Le montant des besoins de base a souvent fait l’objet de débats politiques. Rappelons notamment que, dans les années 2010, certaines communes se sont offusquées d’un jugement du Tribunal fédéral qui disait que tout le monde avait droit à l’aide sociale dans notre pays. Y compris que les personnes récalcitrantes avaient également droit à l’aide sociale. Pour cette raison, elles avaient bruyamment quitté la CSIAS.

Entre-temps, la tension est un peu redescendue. Certes, des cantons persistent à ne pas respecter les directives de la CSIAS. Le canton de Berne, par exemple, fait partir ses calculs de taux nettement plus bas que le reste de la Suisse pour les besoins de base. De plus, certains cantons comme Saint-Gall n’ont pas suivi l’augmentation due au renchérissement de ces dernières années. Mais il faut bien souligner que ce sont là des exceptions: 21 cantons sur 26 ont adopté les directives actuelles.

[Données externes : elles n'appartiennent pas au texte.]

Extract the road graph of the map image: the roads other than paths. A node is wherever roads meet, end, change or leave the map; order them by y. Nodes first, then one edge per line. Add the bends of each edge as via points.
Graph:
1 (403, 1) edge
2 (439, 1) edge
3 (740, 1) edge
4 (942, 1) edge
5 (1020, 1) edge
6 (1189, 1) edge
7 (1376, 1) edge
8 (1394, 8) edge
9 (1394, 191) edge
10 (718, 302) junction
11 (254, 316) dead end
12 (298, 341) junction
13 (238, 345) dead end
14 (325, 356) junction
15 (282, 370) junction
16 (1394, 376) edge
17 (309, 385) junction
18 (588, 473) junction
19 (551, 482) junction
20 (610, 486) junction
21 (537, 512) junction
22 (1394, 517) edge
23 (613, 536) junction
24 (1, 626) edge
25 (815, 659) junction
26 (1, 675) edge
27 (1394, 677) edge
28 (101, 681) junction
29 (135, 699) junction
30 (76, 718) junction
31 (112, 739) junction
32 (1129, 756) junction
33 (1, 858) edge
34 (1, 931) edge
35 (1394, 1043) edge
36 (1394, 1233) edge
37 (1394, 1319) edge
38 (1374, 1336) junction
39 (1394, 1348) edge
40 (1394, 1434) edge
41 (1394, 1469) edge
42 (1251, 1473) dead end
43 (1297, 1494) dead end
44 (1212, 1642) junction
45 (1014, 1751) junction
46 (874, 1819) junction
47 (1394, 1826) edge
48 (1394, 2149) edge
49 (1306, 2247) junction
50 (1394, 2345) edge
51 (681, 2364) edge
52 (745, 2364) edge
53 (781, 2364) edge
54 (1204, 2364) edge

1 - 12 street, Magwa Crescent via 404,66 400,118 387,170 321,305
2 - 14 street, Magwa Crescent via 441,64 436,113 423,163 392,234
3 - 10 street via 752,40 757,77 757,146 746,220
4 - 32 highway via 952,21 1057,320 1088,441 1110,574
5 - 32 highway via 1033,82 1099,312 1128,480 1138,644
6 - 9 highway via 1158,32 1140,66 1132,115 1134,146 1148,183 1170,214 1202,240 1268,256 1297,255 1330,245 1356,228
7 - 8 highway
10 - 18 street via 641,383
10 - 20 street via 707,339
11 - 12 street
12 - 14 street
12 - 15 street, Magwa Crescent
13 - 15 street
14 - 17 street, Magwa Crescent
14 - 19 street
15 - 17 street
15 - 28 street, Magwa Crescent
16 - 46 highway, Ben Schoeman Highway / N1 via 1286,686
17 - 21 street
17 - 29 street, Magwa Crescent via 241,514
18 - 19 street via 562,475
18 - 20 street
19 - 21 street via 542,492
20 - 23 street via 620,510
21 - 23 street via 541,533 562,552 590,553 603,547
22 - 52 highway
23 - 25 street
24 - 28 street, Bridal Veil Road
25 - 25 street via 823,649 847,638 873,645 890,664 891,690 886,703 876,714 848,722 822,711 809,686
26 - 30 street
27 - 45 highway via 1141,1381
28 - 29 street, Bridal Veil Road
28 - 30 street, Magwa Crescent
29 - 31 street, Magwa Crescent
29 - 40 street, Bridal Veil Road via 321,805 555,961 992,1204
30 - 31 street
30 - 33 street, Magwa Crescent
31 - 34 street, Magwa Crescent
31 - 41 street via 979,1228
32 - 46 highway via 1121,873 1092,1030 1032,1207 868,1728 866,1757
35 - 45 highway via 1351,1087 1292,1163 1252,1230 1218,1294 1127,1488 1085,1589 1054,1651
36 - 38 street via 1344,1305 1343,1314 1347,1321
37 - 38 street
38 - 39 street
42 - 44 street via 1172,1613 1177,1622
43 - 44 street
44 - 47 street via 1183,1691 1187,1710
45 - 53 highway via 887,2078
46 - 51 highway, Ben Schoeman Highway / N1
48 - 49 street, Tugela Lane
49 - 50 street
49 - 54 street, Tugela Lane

Le directeur de la CSIAS, Markus Kaufmann, se réjouit de cette étude. Ses conclusions confirment ce que son association avait remarqué, souligne-t-il. «Nous n’avons jamais pu constater que les gens déménagent uniquement en raison du montant des besoins de base», assure-t-il. Beaucoup ne sont d’ailleurs pas particulièrement mobiles: un tiers des bénéficiaires de l’aide sociale sont des enfants. «Et les parents ne veulent pas les arracher à l’école à laquelle ils sont habitués», souligne-t-il.

Des chiffres bas

Actuellement, le débat sur l’aide sociale fait un peu moins les gros titres. Selon Markus Kauffmann, la raison se trouverait peut-être au niveau de la baisse du nombre de bénéficiaires de l’aide sociale. Selon les estimations de la CSIAS, leur taux est tombé à moins de 3% fin 2022. Il s’agit de la valeur la plus basse depuis 20 ans.

Comment l’expliquer? Le directeur cite comme raison principale la bonne situation sur le marché du travail. Mais il avance aussi un autre facteur: certaines personnes n’osent même pas demander l’aide sociale. Soit parce qu’elles risquent de perdre leur permis de séjour, soit tout simplement par honte.

«C’est un problème», assène-t-il. Selon lui, le but n’est pas que les gens fassent la queue par centaines pour des repas gratuits, comme c’est le cas actuellement dans certaines villes. «En Suisse, notre système permet de prendre en charge les plus pauvres. C’est précisément à cela que sert l’aide sociale.»